What is needed: Among the records below, find the line that has "inset:0; background:#bbcac4; transform-origin:0"; from there, give the lines again exactly, and stop after the line that has "filter:drop-shadow(0 0 2px".

[Supplied data]

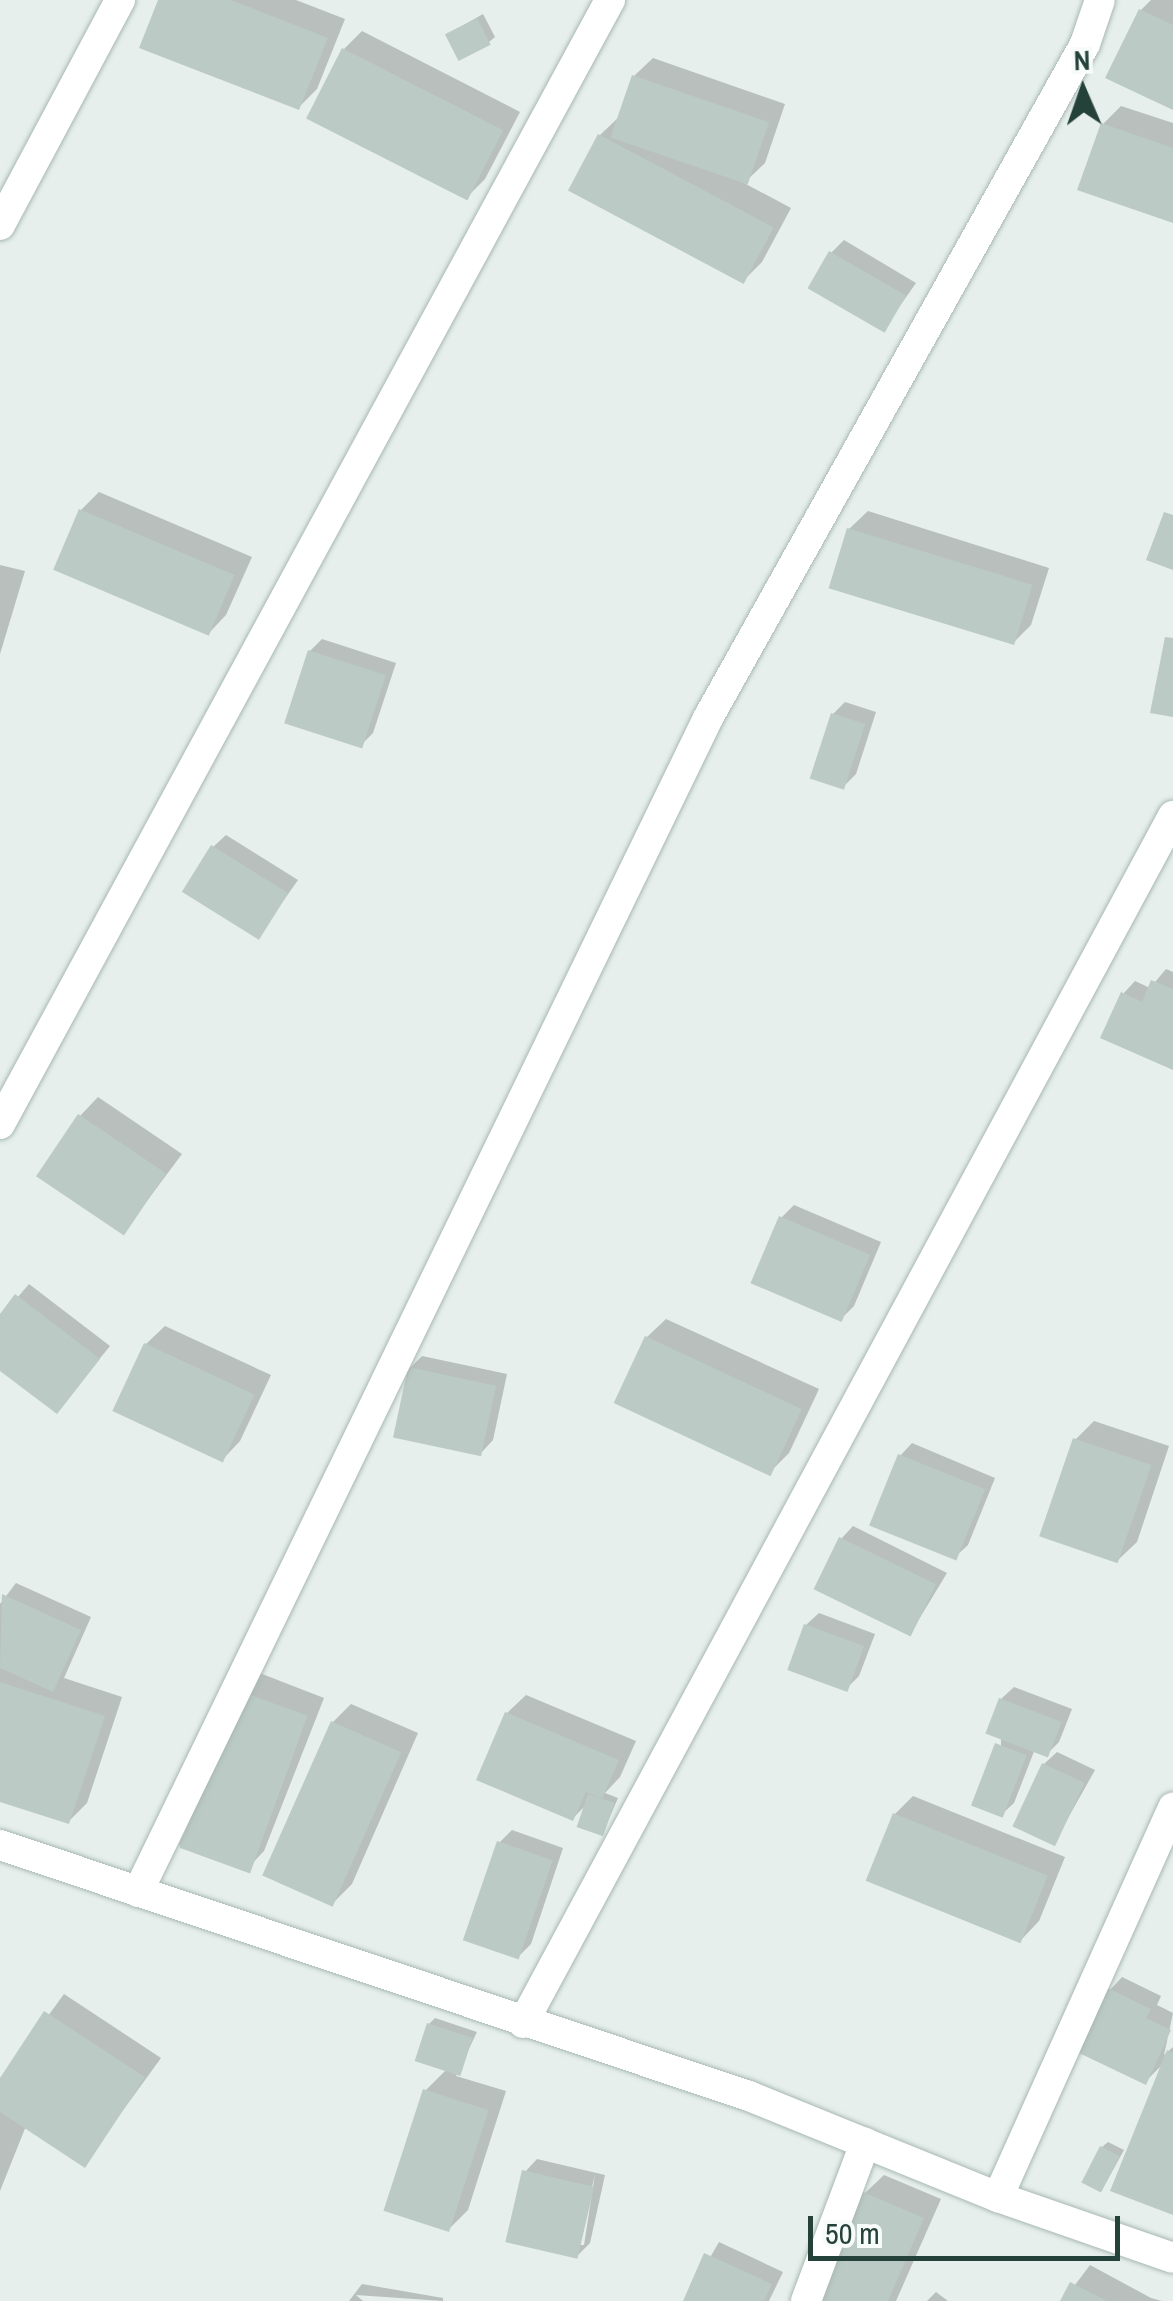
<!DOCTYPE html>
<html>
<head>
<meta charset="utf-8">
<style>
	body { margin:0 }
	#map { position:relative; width:1173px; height:2301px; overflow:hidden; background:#e6efeb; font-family:"Archivo Narrow",sans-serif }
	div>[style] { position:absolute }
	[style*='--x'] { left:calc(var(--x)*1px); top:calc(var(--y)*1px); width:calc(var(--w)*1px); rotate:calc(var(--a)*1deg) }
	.shadow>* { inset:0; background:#0003 }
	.building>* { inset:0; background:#bbcac4; transform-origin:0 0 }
	.roads { filter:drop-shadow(0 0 2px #a8b8b2) drop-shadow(0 0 2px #a8b8b2) }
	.minor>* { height:30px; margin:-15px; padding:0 15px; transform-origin:15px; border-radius:15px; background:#fff }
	span { translate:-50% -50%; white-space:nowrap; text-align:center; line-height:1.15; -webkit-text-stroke:10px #f7fbf9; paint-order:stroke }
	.north { position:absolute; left:1033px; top:40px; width:100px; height:100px; -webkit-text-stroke:8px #f7fbf9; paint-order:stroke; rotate:358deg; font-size:28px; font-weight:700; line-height:40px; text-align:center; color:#24423a }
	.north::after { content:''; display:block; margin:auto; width:35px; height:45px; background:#24423a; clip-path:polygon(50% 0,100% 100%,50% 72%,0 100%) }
	.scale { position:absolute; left:808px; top:2216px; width:312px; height:45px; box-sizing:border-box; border:5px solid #24423a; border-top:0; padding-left:12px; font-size:30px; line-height:35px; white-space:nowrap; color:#24423a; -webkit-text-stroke:8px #f7fbf9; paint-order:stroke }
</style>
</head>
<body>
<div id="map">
	<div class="shadow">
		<div style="clip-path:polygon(161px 0,296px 0,345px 19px,317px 89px,299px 107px)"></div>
		<div style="clip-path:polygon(1151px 0,1173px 0,1173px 107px,1141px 10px)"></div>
		<div style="clip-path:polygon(483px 14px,495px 37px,489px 42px,448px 34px)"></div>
		<div style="clip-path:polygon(362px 31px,520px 112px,485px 179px,466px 198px,344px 49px)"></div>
		<div style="clip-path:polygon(653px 58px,785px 104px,765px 163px,744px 183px,791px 208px,762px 262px,744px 280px,571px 189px,600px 135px,619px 117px,634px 76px)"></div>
		<div style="clip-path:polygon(1121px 106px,1173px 123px,1173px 220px,1103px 124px)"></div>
		<div style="clip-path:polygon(844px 240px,916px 283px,883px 330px,831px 253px)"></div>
		<div style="clip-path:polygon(99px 492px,252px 557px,226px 615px,208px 634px,81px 510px)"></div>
		<div style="clip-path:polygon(868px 511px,1049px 568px,1031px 625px,1012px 644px,849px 529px)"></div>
		<div style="clip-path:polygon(0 565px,25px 571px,0 654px)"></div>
		<div style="clip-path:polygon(322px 639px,396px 663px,373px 733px,360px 746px,310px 651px)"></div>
		<div style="clip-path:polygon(845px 702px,876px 712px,856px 774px,844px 786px,833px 714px)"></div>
		<div style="clip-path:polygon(226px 835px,298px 880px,258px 937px,213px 847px)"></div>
		<div style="clip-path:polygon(1166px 969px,1173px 972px,1173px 1067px,1123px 994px,1135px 981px,1150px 988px)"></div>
		<div style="clip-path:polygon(98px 1097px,182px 1154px,123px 1233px,80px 1116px)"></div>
		<div style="clip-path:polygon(794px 1205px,881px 1242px,854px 1306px,842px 1318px,781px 1218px)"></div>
		<div style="clip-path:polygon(29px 1284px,110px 1346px,57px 1411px,0 1367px,0 1318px)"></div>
		<div style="clip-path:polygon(666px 1319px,819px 1389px,789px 1453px,770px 1472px,618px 1402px,647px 1337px)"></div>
		<div style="clip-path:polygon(165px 1326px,271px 1375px,240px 1441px,222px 1460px,146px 1344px)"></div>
		<div style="clip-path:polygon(422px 1356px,507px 1374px,493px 1440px,481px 1453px,410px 1368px)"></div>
		<div style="clip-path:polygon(1094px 1421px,1169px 1446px,1137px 1542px,1118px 1560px,1075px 1440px)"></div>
		<div style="clip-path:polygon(912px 1443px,995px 1478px,968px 1545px,955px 1557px,900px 1456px)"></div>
		<div style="clip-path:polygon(853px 1526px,947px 1573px,910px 1634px,841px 1539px)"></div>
		<div style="clip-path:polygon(16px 1583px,91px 1617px,64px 1678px,122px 1697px,87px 1803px,69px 1821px,0 1799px,0 1604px)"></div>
		<div style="clip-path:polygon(819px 1613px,875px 1634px,859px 1676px,846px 1689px,806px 1625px)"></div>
		<div style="clip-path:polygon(257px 1672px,324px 1698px,264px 1851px,246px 1870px,179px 1845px)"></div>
		<div style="clip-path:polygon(1014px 1687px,1072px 1709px,1059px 1742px,1047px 1754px,1035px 1749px,1014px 1803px,1001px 1815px,1001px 1699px)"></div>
		<div style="clip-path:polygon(526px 1695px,636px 1741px,620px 1777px,605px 1793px,618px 1798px,603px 1833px,588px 1803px,573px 1818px,507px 1713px)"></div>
		<div style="clip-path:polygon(351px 1704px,418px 1733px,352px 1884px,333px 1903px,333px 1722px)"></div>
		<div style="clip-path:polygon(1057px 1752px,1095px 1770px,1054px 1843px,1044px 1764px)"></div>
		<div style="clip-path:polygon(913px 1796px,1065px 1857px,1039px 1921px,1021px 1940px,895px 1814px)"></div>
		<div style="clip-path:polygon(512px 1830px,563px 1848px,531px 1944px,519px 1956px,499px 1843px)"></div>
		<div style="clip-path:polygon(1122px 1977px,1161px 1996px,1157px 2005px,1173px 2013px,1164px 2055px,1173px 2047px,1173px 2211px,1164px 2063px,1145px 2082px,1110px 1990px)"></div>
		<div style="clip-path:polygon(64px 1994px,161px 2058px,84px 2164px,26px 2126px,0 2191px,0 2082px)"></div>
		<div style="clip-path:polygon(435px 2018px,477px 2032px,456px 2076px,506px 2091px,468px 2210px,450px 2228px,425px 2091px,447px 2069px,429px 2024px)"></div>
		<div style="clip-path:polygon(1108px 2142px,1124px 2150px,1102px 2190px,1102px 2147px)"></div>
		<div style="clip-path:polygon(evenodd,537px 2159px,605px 2175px,590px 2243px,577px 2256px,525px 2172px,537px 2159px,595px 2174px,584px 2245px,579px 2245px,595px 2174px)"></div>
		<div style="clip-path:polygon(884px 2175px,941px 2199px,896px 2301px,817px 2301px,865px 2193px)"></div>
		<div style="clip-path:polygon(719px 2242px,783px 2272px,769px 2301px,685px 2301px)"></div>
		<div style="clip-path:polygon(1090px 2265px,1151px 2298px,1162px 2301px,1063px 2301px)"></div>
		<div style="clip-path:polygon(362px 2284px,443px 2298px,443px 2301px,356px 2295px,363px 2301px,349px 2301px)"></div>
		<div style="clip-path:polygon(936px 2292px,948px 2301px,927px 2301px)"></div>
	</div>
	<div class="building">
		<div style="clip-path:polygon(158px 0,231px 0,328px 38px,299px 110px,139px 48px)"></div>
		<div style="clip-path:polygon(1139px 9px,1173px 25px,1173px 110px,1105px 78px)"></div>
		<div style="left:477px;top:18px;width:30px;height:36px;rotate:63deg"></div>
		<div style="left:342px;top:48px;width:181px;height:79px;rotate:27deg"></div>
		<div style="left:632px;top:75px;width:145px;height:66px;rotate:19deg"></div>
		<div style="clip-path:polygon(1101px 123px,1173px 148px,1173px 223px,1077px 190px)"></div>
		<div style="left:598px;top:134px;width:199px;height:64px;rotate:28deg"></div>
		<div style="left:829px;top:251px;width:89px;height:43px;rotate:30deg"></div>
		<div style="left:79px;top:509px;width:169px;height:66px;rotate:23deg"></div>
		<div style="clip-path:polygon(1164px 512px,1173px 515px,1173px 570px,1146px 560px)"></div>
		<div style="left:847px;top:528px;width:194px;height:63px;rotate:17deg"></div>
		<div style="clip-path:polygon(1165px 637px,1173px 638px,1173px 717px,1150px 713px)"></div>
		<div style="left:308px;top:650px;width:82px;height:77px;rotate:18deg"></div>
		<div style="left:831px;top:713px;width:36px;height:69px;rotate:18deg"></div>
		<div style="left:211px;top:845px;width:91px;height:55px;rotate:32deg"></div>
		<div style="clip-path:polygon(1151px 980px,1173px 989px,1173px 1070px,1100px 1038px,1121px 992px,1142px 1002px)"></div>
		<div style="left:78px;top:1114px;width:106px;height:75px;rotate:34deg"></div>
		<div style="left:779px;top:1216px;width:99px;height:73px;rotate:23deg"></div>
		<div style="clip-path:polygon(15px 1294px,100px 1359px,57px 1414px,0 1371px,0 1314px)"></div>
		<div style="left:645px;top:1336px;width:173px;height:74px;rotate:25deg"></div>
		<div style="left:144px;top:1343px;width:122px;height:75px;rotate:25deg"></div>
		<div style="left:408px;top:1367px;width:90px;height:72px;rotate:12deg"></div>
		<div style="left:1073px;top:1438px;width:83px;height:104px;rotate:19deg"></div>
		<div style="left:898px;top:1454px;width:94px;height:77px;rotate:22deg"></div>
		<div style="left:839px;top:1537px;width:108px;height:58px;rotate:26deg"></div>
		<div style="clip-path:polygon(2px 1594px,81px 1630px,53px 1692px,0 1668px)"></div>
		<div style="left:804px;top:1624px;width:64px;height:49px;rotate:20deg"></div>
		<div style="clip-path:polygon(0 1682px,105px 1716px,69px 1824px,0 1802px)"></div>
		<div style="left:237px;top:1690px;width:75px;height:168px;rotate:20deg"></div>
		<div style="left:999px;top:1698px;width:67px;height:38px;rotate:21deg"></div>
		<div style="clip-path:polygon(505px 1712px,619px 1760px,602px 1799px,586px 1792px,573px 1821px,476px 1780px)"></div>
		<div style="left:331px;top:1721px;width:77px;height:169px;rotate:24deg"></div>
		<div style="left:995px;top:1743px;width:34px;height:67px;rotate:21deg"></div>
		<div style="left:1042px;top:1763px;width:47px;height:70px;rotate:25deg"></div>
		<div style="left:588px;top:1794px;width:28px;height:35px;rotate:19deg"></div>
		<div style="left:893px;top:1813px;width:167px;height:73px;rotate:22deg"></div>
		<div style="left:497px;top:1841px;width:59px;height:105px;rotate:19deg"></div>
		<div style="clip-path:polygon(1108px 1988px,1151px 2009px,1146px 2018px,1171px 2030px,1146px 2085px,1077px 2052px)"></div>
		<div style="clip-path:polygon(44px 2011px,145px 2077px,85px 2168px,0 2112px,0 2078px)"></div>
		<div style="left:427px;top:2023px;width:48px;height:40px;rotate:18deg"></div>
		<div style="clip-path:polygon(1167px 2050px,1173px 2053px,1173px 2215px,1110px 2191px)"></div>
		<div style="left:423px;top:2089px;width:69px;height:128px;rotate:18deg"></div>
		<div style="left:1100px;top:2146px;width:22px;height:41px;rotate:27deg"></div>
		<div style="left:522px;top:2170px;width:74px;height:74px;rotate:13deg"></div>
		<div style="clip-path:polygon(863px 2192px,924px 2218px,888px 2301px,815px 2301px)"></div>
		<div style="clip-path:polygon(704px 2253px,772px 2284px,764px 2301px,683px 2301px)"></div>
		<div style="clip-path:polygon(1070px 2282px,1107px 2301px,1060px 2301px)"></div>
	</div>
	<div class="roads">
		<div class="minor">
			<div style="--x:0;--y:225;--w:255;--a:-61.9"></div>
			<div style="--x:0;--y:1124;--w:1279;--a:-61.51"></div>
			<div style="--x:0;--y:1845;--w:790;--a:18.53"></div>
			<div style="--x:749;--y:2096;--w:269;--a:22.1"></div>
			<div style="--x:998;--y:2197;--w:185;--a:19.2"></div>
			<div style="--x:138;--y:1892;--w:1305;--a:-64.1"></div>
			<div style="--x:708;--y:718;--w:772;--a:-60.78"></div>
			<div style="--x:1085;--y:44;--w:46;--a:-71.2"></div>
			<div style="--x:523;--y:2023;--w:1371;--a:-61.7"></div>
			<div style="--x:998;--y:2197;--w:427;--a:-65.8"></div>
			<div style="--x:806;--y:2301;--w:169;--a:-69.5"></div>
		</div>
	</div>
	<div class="north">N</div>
	<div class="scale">50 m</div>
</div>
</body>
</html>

[/Supplied data]

Result:
	.building>* { inset:0; background:#bbcac4; transform-origin:0 0 }
	.roads { filter:drop-shadow(0 0 2px #a8b8b2) drop-shadow(0 0 2px #a8b8b2) }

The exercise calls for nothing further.